→ TASK TO CARRY OUT
Filter the data for "Даулбаева" and copy matching lines.

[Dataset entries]

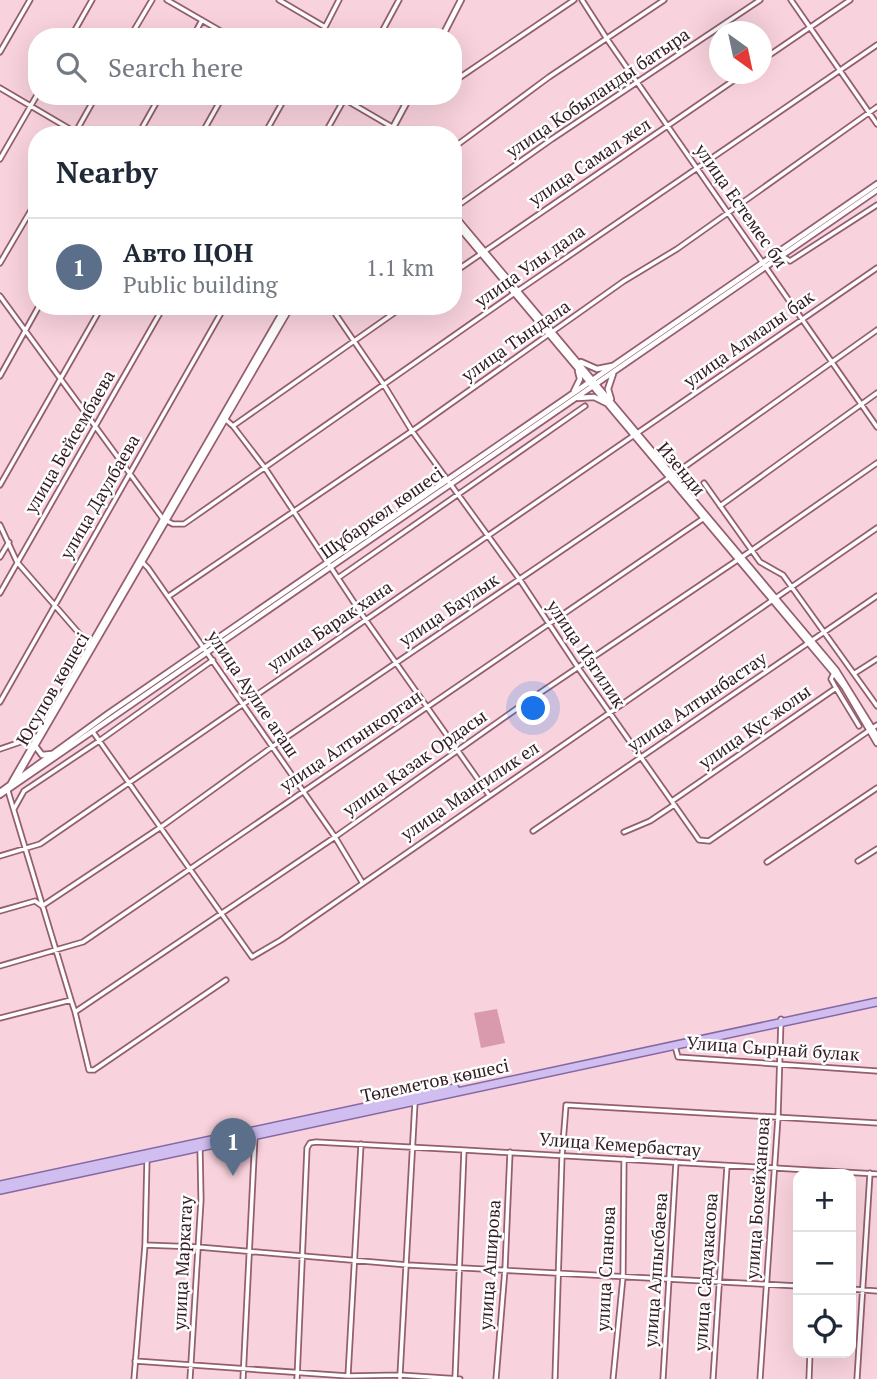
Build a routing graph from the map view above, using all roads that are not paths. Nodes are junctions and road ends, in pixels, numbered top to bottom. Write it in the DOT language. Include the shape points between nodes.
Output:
graph roads {
  1 [pos="30,0"];
  2 [pos="92,0"];
  3 [pos="152,0"];
  4 [pos="167,0"];
  5 [pos="279,0"];
  6 [pos="339,0"];
  7 [pos="399,0"];
  8 [pos="461,0"];
  9 [pos="575,0"];
  10 [pos="582,0"];
  11 [pos="664,0"];
  12 [pos="760,0"];
  13 [pos="791,0"];
  14 [pos="850,0"];
  15 [pos="202,20"];
  16 [pos="810,26"];
  17 [pos="325,27"];
  18 [pos="76,28"];
  19 [pos="136,28"];
  20 [pos="198,28"];
  21 [pos="216,28"];
  22 [pos="384,28"];
  23 [pos="447,28"];
  24 [pos="607,39"];
  25 [pos="877,45"];
  26 [pos="0,52"];
  27 [pos="772,52"];
  28 [pos="840,70"];
  29 [pos="462,76"];
  30 [pos="637,82"];
  31 [pos="728,84"];
  32 [pos="0,88"];
  33 [pos="28,105"];
  34 [pos="91,105"];
  35 [pos="155,105"];
  36 [pos="218,105"];
  37 [pos="281,105"];
  38 [pos="341,105"];
  39 [pos="354,105"];
  40 [pos="405,105"];
  41 [pos="30,106"];
  42 [pos="877,107"];
  43 [pos="869,112"];
  44 [pos="877,124"];
  45 [pos="63,126"];
  46 [pos="80,126"];
  47 [pos="143,126"];
  48 [pos="206,126"];
  49 [pos="269,126"];
  50 [pos="329,126"];
  51 [pos="381,126"];
  52 [pos="393,126"];
  53 [pos="667,126"];
  54 [pos="462,142"];
  55 [pos="0,159"];
  56 [pos="697,168"];
  57 [pos="877,184"];
  58 [pos="877,190"];
  59 [pos="877,205"];
  60 [pos="462,206"];
  61 [pos="727,211"];
  62 [pos="28,215"];
  63 [pos="462,224"];
  64 [pos="462,229"];
  65 [pos="484,252"];
  66 [pos="782,255"];
  67 [pos="0,263"];
  68 [pos="765,264"];
  69 [pos="462,267"];
  70 [pos="877,268"];
  71 [pos="517,291"];
  72 [pos="0,296"];
  73 [pos="34,315"];
  74 [pos="97,315"];
  75 [pos="159,315"];
  76 [pos="220,315"];
  77 [pos="284,315"];
  78 [pos="336,315"];
  79 [pos="391,315"];
  80 [pos="803,320"];
  81 [pos="877,330"];
  82 [pos="25,331"];
  83 [pos="552,332"];
  84 [pos="354,341"];
  85 [pos="574,359"];
  86 [pos="831,361"];
  87 [pos="617,366"];
  88 [pos="0,376"];
  89 [pos="60,380"];
  90 [pos="593,382"];
  91 [pos="384,385"];
  92 [pos="877,393"];
  93 [pos="570,399"];
  94 [pos="611,404"];
  95 [pos="861,404"];
  96 [pos="585,406"];
  97 [pos="224,418"];
  98 [pos="95,426"];
  99 [pos="233,426"];
  100 [pos="877,427"];
  101 [pos="412,431"];
  102 [pos="636,435"];
  103 [pos="877,463"];
  104 [pos="265,468"];
  105 [pos="130,472"];
  106 [pos="672,477"];
  107 [pos="449,481"];
  108 [pos="704,483"];
  109 [pos="0,485"];
  110 [pos="458,493"];
  111 [pos="720,506"];
  112 [pos="293,510"];
  113 [pos="705,517"];
  114 [pos="165,520"];
  115 [pos="0,525"];
  116 [pos="877,528"];
  117 [pos="488,536"];
  118 [pos="9,542"];
  119 [pos="752,550"];
  120 [pos="0,556"];
  121 [pos="740,558"];
  122 [pos="141,561"];
  123 [pos="17,562"];
  124 [pos="329,564"];
  125 [pos="338,578"];
  126 [pos="520,580"];
  127 [pos="792,588"];
  128 [pos="0,593"];
  129 [pos="169,596"];
  130 [pos="877,596"];
  131 [pos="775,600"];
  132 [pos="53,606"];
  133 [pos="365,619"];
  134 [pos="548,623"];
  135 [pos="825,631"];
  136 [pos="810,641"];
  137 [pos="90,647"];
  138 [pos="206,649"];
  139 [pos="877,659"];
  140 [pos="214,660"];
  141 [pos="397,662"];
  142 [pos="579,669"];
  143 [pos="835,671"];
  144 [pos="855,674"];
  145 [pos="836,688"];
  146 [pos="0,702"];
  147 [pos="243,703"];
  148 [pos="428,706"];
  149 [pos="877,706"];
  150 [pos="610,713"];
  151 [pos="859,726"];
  152 [pos="873,728"];
  153 [pos="91,729"];
  154 [pos="38,736"];
  155 [pos="877,736"];
  156 [pos="99,741"];
  157 [pos="877,743"];
  158 [pos="36,746"];
  159 [pos="272,747"];
  160 [pos="0,749"];
  161 [pos="457,751"];
  162 [pos="55,753"];
  163 [pos="640,757"];
  164 [pos="129,782"];
  165 [pos="9,788"];
  166 [pos="877,788"];
  167 [pos="302,792"];
  168 [pos="0,793"];
  169 [pos="489,795"];
  170 [pos="673,803"];
  171 [pos="14,809"];
  172 [pos="161,827"];
  173 [pos="533,831"];
  174 [pos="624,832"];
  175 [pos="335,837"];
  176 [pos="27,849"];
  177 [pos="877,849"];
  178 [pos="0,856"];
  179 [pos="858,861"];
  180 [pos="767,862"];
  181 [pos="189,869"];
  182 [pos="362,882"];
  183 [pos="43,906"];
  184 [pos="0,911"];
  185 [pos="219,914"];
  186 [pos="55,951"];
  187 [pos="0,966"];
  188 [pos="226,980"];
  189 [pos="71,1000"];
  190 [pos="877,1000"];
  191 [pos="75,1012"];
  192 [pos="0,1018"];
  193 [pos="781,1021"];
  194 [pos="675,1045"];
  195 [pos="781,1064"];
  196 [pos="877,1071"];
  197 [pos="415,1099"];
  198 [pos="778,1116"];
  199 [pos="877,1123"];
  200 [pos="267,1127"];
  201 [pos="255,1136"];
  202 [pos="361,1143"];
  203 [pos="414,1146"];
  204 [pos="200,1147"];
  205 [pos="464,1150"];
  206 [pos="510,1152"];
  207 [pos="562,1156"];
  208 [pos="147,1158"];
  209 [pos="624,1159"];
  210 [pos="676,1162"];
  211 [pos="727,1166"];
  212 [pos="774,1169"];
  213 [pos="793,1171"];
  214 [pos="856,1173"];
  215 [pos="870,1173"];
  216 [pos="877,1174"];
  217 [pos="0,1185"];
  218 [pos="0,1190"];
  219 [pos="145,1245"];
  220 [pos="198,1247"];
  221 [pos="249,1253"];
  222 [pos="301,1258"];
  223 [pos="354,1261"];
  224 [pos="408,1265"];
  225 [pos="461,1267"];
  226 [pos="505,1269"];
  227 [pos="558,1273"];
  228 [pos="623,1277"];
  229 [pos="670,1280"];
  230 [pos="720,1282"];
  231 [pos="766,1284"];
  232 [pos="793,1286"];
  233 [pos="856,1289"];
  234 [pos="863,1290"];
  235 [pos="877,1291"];
  236 [pos="810,1358"];
  237 [pos="135,1361"];
  238 [pos="191,1365"];
  239 [pos="243,1368"];
  240 [pos="298,1373"];
  241 [pos="348,1377"];
  242 [pos="400,1377"];
  243 [pos="134,1379"];
  244 [pos="190,1379"];
  245 [pos="243,1379"];
  246 [pos="297,1379"];
  247 [pos="457,1379"];
  248 [pos="496,1379"];
  249 [pos="555,1379"];
  250 [pos="613,1379"];
  251 [pos="663,1379"];
  252 [pos="713,1379"];
  253 [pos="760,1379"];
  254 [pos="808,1379"];
  255 [pos="857,1379"];
  1 -- 26 [label="street"];
  2 -- 18 [label="street"];
  3 -- 19 [label="street"];
  4 -- 15 [label="street"];
  5 -- 17 [label="street"];
  6 -- 17 [label="street"];
  7 -- 22 [label="street"];
  8 -- 23 [label="street"];
  9 -- 29 [label="street"];
  10 -- 24 [label="street, улица Естемес би"];
  11 -- 24 [label="street"];
  12 -- 30 [label="street, улица Кобыланды батыра"];
  13 -- 16 [label="street"];
  14 -- 16 [label="street"];
  15 -- 20 [label="street"];
  15 -- 21 [label="street"];
  16 -- 27 [label="street"];
  16 -- 28 [label="street"];
  24 -- 30 [label="street, улица Естемес би"];
  24 -- 54 [label="street"];
  25 -- 28 [label="street, улица Улы дала"];
  28 -- 43 [label="street"];
  28 -- 56 [label="street, улица Улы дала"];
  30 -- 53 [label="street, улица Естемес би"];
  30 -- 60 [label="street, улица Кобыланды батыра"];
  31 -- 53 [label="street, улица Самал жел"];
  32 -- 33 [label="street"];
  34 -- 46 [label="street"];
  35 -- 47 [label="street"];
  36 -- 48 [label="street"];
  37 -- 49 [label="street"];
  38 -- 50 [label="street"];
  39 -- 51 [label="street"];
  40 -- 52 [label="street"];
  41 -- 45 [label="street"];
  41 -- 55 [label="street"];
  42 -- 43 [label="street, улица Тындала"];
  43 -- 44 [label="street"];
  43 -- 61 [label="street, улица Тындала"];
  53 -- 56 [label="street, улица Естемес би"];
  53 -- 65 [label="street, улица Самал жел"];
  56 -- 61 [label="street, улица Естемес би"];
  56 -- 71 [label="street, улица Улы дала"];
  57 -- 68 [label="street, Шұбаркөл көшесі"];
  58 -- 66 [label="street, Шұбаркөл көшесі"];
  59 -- 66 [label="street, Шұбаркөл көшесі" via="790,261"];
  61 -- 68 [label="street, улица Естемес би"];
  61 -- 83 [label="street, улица Тындала"];
  62 -- 67 [label="street"];
  63 -- 65 [label="street, Изенди"];
  64 -- 65 [label="street, Изенди"];
  65 -- 69 [label="street, улица Самал жел"];
  65 -- 71 [label="street, Изенди"];
  66 -- 68 [label="street, Шұбаркөл көшесі"];
  68 -- 80 [label="street, улица Естемес би"];
  68 -- 87 [label="street, Шұбаркөл көшесі"];
  70 -- 80 [label="street, улица Алмалы бак"];
  71 -- 83 [label="street, Изенди"];
  71 -- 91 [label="street, улица Улы дала"];
  72 -- 82 [label="street"];
  73 -- 82 [label="street"];
  74 -- 89 [label="street"];
  75 -- 98 [label="street, улица Бейсембаева"];
  76 -- 105 [label="street, улица Даулбаева"];
  77 -- 97 [label="street, Юсупов көшесі"];
  78 -- 84 [label="street, улица Изгилик"];
  79 -- 84 [label="street"];
  80 -- 86 [label="street, улица Естемес би"];
  80 -- 102 [label="street, улица Алмалы бак"];
  81 -- 86 [label="street, улица Баулык"];
  82 -- 88 [label="street"];
  82 -- 89 [label="street"];
  83 -- 85 [label="street, Изенди"];
  83 -- 101 [label="street, улица Тындала"];
  84 -- 91 [label="street, улица Изгилик"];
  84 -- 99 [label="street"];
  85 -- 87 [label="street" via="590,368"];
  85 -- 90 [label="street, Изенди"];
  85 -- 93 [label="street" via="580,379"];
  86 -- 95 [label="street, улица Естемес би"];
  86 -- 106 [label="street, улица Баулык"];
  87 -- 90 [label="street, Шұбаркөл көшесі"];
  87 -- 94 [label="street" via="608,389"];
  89 -- 98 [label="street"];
  89 -- 109 [label="street"];
  90 -- 93 [label="street, Шұбаркөл көшесі"];
  90 -- 94 [label="street, Изенди"];
  91 -- 101 [label="street, улица Изгилик"];
  91 -- 104 [label="street, улица Улы дала"];
  92 -- 95 [label="street"];
  93 -- 94 [label="street" via="586,396"];
  93 -- 107 [label="street, Шұбаркөл көшесі"];
  94 -- 102 [label="street, Изенди"];
  95 -- 100 [label="street, улица Естемес би"];
  95 -- 111 [label="street"];
  96 -- 110 [label="street"];
  97 -- 99 [label="street"];
  97 -- 114 [label="street, Юсупов көшесі"];
  98 -- 105 [label="street"];
  98 -- 123 [label="street, улица Бейсембаева"];
  99 -- 104 [label="street"];
  101 -- 107 [label="street, улица Изгилик"];
  101 -- 112 [label="street, улица Тындала"];
  102 -- 106 [label="street, Изенди"];
  102 -- 117 [label="street, улица Барак хана"];
  103 -- 119 [label="street, улица Казак Ордасы"];
  104 -- 112 [label="street"];
  104 -- 114 [label="street, улица Улы дала" via="184,524"];
  105 -- 114 [label="street"];
  105 -- 132 [label="street, улица Даулбаева"];
  106 -- 113 [label="street, Изенди"];
  106 -- 126 [label="street, улица Баулык"];
  107 -- 110 [label="street, улица Изгилик"];
  107 -- 124 [label="street, Шұбаркөл көшесі"];
  108 -- 111 [label="street"];
  110 -- 117 [label="street, улица Изгилик"];
  110 -- 125 [label="street"];
  111 -- 119 [label="street"];
  112 -- 124 [label="street"];
  112 -- 129 [label="street, улица Тындала"];
  113 -- 121 [label="street, Изенди"];
  113 -- 134 [label="street, улица Алтынкорган"];
  114 -- 122 [label="street, Юсупов көшесі"];
  115 -- 118 [label="street"];
  116 -- 127 [label="street, улица Мангилик ел"];
  117 -- 126 [label="street, улица Изгилик"];
  117 -- 133 [label="street, улица Барак хана"];
  118 -- 120 [label="street"];
  118 -- 123 [label="street"];
  119 -- 121 [label="street, улица Казак Ордасы"];
  119 -- 127 [label="street"];
  121 -- 131 [label="street, Изенди"];
  121 -- 142 [label="street, улица Казак Ордасы"];
  122 -- 129 [label="street, улица Аулие агаш"];
  122 -- 137 [label="street, Юсупов көшесі"];
  123 -- 128 [label="street, улица Бейсембаева"];
  123 -- 132 [label="street"];
  124 -- 125 [label="street"];
  124 -- 138 [label="street, Шұбаркөл көшесі"];
  125 -- 133 [label="street"];
  126 -- 134 [label="street, улица Изгилик"];
  126 -- 141 [label="street, улица Баулык"];
  127 -- 131 [label="street, улица Мангилик ел"];
  127 -- 135 [label="street"];
  129 -- 138 [label="street, улица Аулие агаш"];
  130 -- 135 [label="street, улица Алтынбастау"];
  131 -- 136 [label="street, Изенди"];
  131 -- 150 [label="street, улица Мангилик ел"];
  132 -- 137 [label="street"];
  132 -- 146 [label="street, улица Даулбаева"];
  133 -- 141 [label="street"];
  133 -- 147 [label="street, улица Барак хана"];
  134 -- 142 [label="street, улица Изгилик"];
  134 -- 148 [label="street, улица Алтынкорган"];
  135 -- 136 [label="street, улица Алтынбастау"];
  135 -- 144 [label="street"];
  136 -- 143 [label="street, Изенди"];
  136 -- 163 [label="street, улица Алтынбастау"];
  137 -- 154 [label="street, Юсупов көшесі"];
  137 -- 158 [label="street, Юсупов көшесі"];
  138 -- 140 [label="street, улица Аулие агаш"];
  138 -- 153 [label="street, Шұбаркөл көшесі"];
  139 -- 144 [label="street"];
  140 -- 147 [label="street, улица Аулие агаш"];
  140 -- 156 [label="street"];
  141 -- 148 [label="street"];
  141 -- 159 [label="street, улица Баулык"];
  142 -- 150 [label="street, улица Изгилик"];
  142 -- 161 [label="street, улица Казак Ордасы"];
  143 -- 145 [label="street, улица Кус жолы" via="831,679"];
  143 -- 152 [label="street, Изенди"];
  144 -- 149 [label="street"];
  145 -- 151 [label="street"];
  145 -- 170 [label="street, улица Кус жолы"];
  147 -- 159 [label="street, улица Аулие агаш"];
  147 -- 164 [label="street, улица Барак хана"];
  148 -- 161 [label="street"];
  148 -- 167 [label="street, улица Алтынкорган"];
  150 -- 163 [label="street, улица Изгилик"];
  150 -- 169 [label="street, улица Мангилик ел"];
  152 -- 155 [label="street, Изенди"];
  152 -- 157 [label="street, Изенди"];
  152 -- 170 [label="street, улица Изгилик" via="709,841 699,840"];
  153 -- 156 [label="street"];
  153 -- 162 [label="street, Шұбаркөл көшесі"];
  153 -- 165 [label="street, Шұбаркөл көшесі"];
  154 -- 160 [label="street"];
  154 -- 165 [label="street, Юсупов көшесі"];
  156 -- 164 [label="street"];
  156 -- 171 [label="street" via="24,791"];
  158 -- 162 [label="street" via="42,755"];
  158 -- 165 [label="street, Юсупов көшесі"];
  159 -- 167 [label="street, улица Аулие агаш"];
  159 -- 172 [label="street, улица Баулык"];
  161 -- 169 [label="street"];
  161 -- 175 [label="street, улица Казак Ордасы"];
  162 -- 165 [label="street, Шұбаркөл көшесі"];
  163 -- 170 [label="street, улица Изгилик"];
  163 -- 173 [label="street, улица Алтынбастау"];
  164 -- 172 [label="street"];
  164 -- 176 [label="street, улица Барак хана"];
  165 -- 168 [label="street, Шұбаркөл көшесі"];
  165 -- 171 [label="street"];
  166 -- 180 [label="street"];
  167 -- 175 [label="street, улица Аулие агаш"];
  167 -- 181 [label="street, улица Алтынкорган"];
  169 -- 182 [label="street, улица Мангилик ел"];
  170 -- 174 [label="street, улица Кус жолы" via="650,821"];
  171 -- 176 [label="street"];
  172 -- 181 [label="street"];
  172 -- 183 [label="street, улица Баулык"];
  175 -- 182 [label="street, улица Аулие агаш"];
  175 -- 185 [label="street, улица Казак Ордасы"];
  176 -- 178 [label="street, улица Барак хана"];
  176 -- 183 [label="street"];
  177 -- 179 [label="street"];
  181 -- 185 [label="street"];
  181 -- 186 [label="street, улица Алтынкорган" via="83,942"];
  182 -- 185 [label="street, улица Мангилик ел" via="251,957"];
  183 -- 184 [label="street" via="35,901"];
  183 -- 186 [label="street"];
  185 -- 191 [label="street, улица Казак Ордасы"];
  186 -- 187 [label="street, улица Алтынкорган"];
  186 -- 189 [label="street"];
  188 -- 191 [label="street" via="94,1070 89,1070"];
  189 -- 191 [label="street"];
  189 -- 192 [label="street"];
  190 -- 193 [label="main road, Төлеметов көшесі"];
  193 -- 194 [label="main road, Төлеметов көшесі"];
  193 -- 195 [label="street, улица Бокейханова"];
  193 -- 197 [label="main road, Төлеметов көшесі"];
  194 -- 195 [label="street, Улица Сырнай булак" via="678,1057"];
  194 -- 197 [label="main road, Төлеметов көшесі"];
  195 -- 196 [label="street, Улица Сырнай булак"];
  195 -- 198 [label="street, улица Бокейханова"];
  197 -- 200 [label="main road, Төлеметов көшесі"];
  197 -- 201 [label="main road, Төлеметов көшесі"];
  197 -- 203 [label="street"];
  198 -- 199 [label="street"];
  198 -- 207 [label="street" via="570,1104 565,1108"];
  198 -- 212 [label="street, улица Бокейханова"];
  200 -- 201 [label="main road"];
  200 -- 217 [label="main road, Төлеметов көшесі"];
  201 -- 204 [label="main road, Төлеметов көшесі"];
  201 -- 221 [label="street"];
  202 -- 203 [label="street, Улица Кемербастау"];
  202 -- 222 [label="street, Улица Кемербастау" via="316,1142 307,1148"];
  202 -- 223 [label="street"];
  203 -- 205 [label="street, Улица Кемербастау"];
  203 -- 224 [label="street"];
  204 -- 208 [label="main road, Төлеметов көшесі"];
  204 -- 220 [label="street, улица Маркатау"];
  205 -- 206 [label="street, Улица Кемербастау"];
  205 -- 225 [label="street"];
  206 -- 207 [label="street, Улица Кемербастау"];
  206 -- 226 [label="street, улица Аширова"];
  207 -- 209 [label="street, Улица Кемербастау"];
  207 -- 227 [label="street"];
  208 -- 218 [label="main road, Төлеметов көшесі"];
  208 -- 219 [label="street"];
  209 -- 210 [label="street, Улица Кемербастау"];
  209 -- 228 [label="street, улица Спанова"];
  210 -- 211 [label="street, Улица Кемербастау"];
  210 -- 229 [label="street, улица Алпысбаева"];
  211 -- 212 [label="street, Улица Кемербастау"];
  211 -- 230 [label="street, улица Садуакасова"];
  212 -- 213 [label="street, Улица Кемербастау"];
  212 -- 231 [label="street, улица Бокейханова"];
  214 -- 215 [label="street, Улица Кемербастау"];
  215 -- 216 [label="street, Улица Кемербастау"];
  215 -- 234 [label="street"];
  219 -- 220 [label="street"];
  219 -- 237 [label="street"];
  220 -- 221 [label="street"];
  220 -- 238 [label="street, улица Маркатау"];
  221 -- 222 [label="street"];
  221 -- 239 [label="street"];
  222 -- 223 [label="street"];
  222 -- 240 [label="street"];
  223 -- 224 [label="street"];
  223 -- 241 [label="street"];
  224 -- 225 [label="street"];
  224 -- 242 [label="street"];
  225 -- 226 [label="street"];
  225 -- 247 [label="street"];
  226 -- 227 [label="street"];
  226 -- 248 [label="street, улица Аширова"];
  227 -- 228 [label="street"];
  227 -- 249 [label="street"];
  228 -- 229 [label="street"];
  228 -- 250 [label="street, улица Спанова"];
  229 -- 230 [label="street"];
  229 -- 251 [label="street, улица Алпысбаева"];
  230 -- 231 [label="street"];
  230 -- 252 [label="street, улица Садуакасова"];
  231 -- 232 [label="street"];
  231 -- 253 [label="street, улица Бокейханова"];
  233 -- 234 [label="street"];
  234 -- 235 [label="street"];
  234 -- 255 [label="street"];
  236 -- 254 [label="street"];
  237 -- 238 [label="street"];
  237 -- 243 [label="street"];
  238 -- 239 [label="street"];
  238 -- 244 [label="street, улица Маркатау"];
  239 -- 240 [label="street"];
  239 -- 245 [label="street"];
  240 -- 241 [label="street"];
  240 -- 246 [label="street"];
  241 -- 242 [label="street"];
  242 -- 247 [label="street"];
}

→ RESPONSE AREA
  76 -- 105 [label="street, улица Даулбаева"];
  105 -- 132 [label="street, улица Даулбаева"];
  132 -- 146 [label="street, улица Даулбаева"];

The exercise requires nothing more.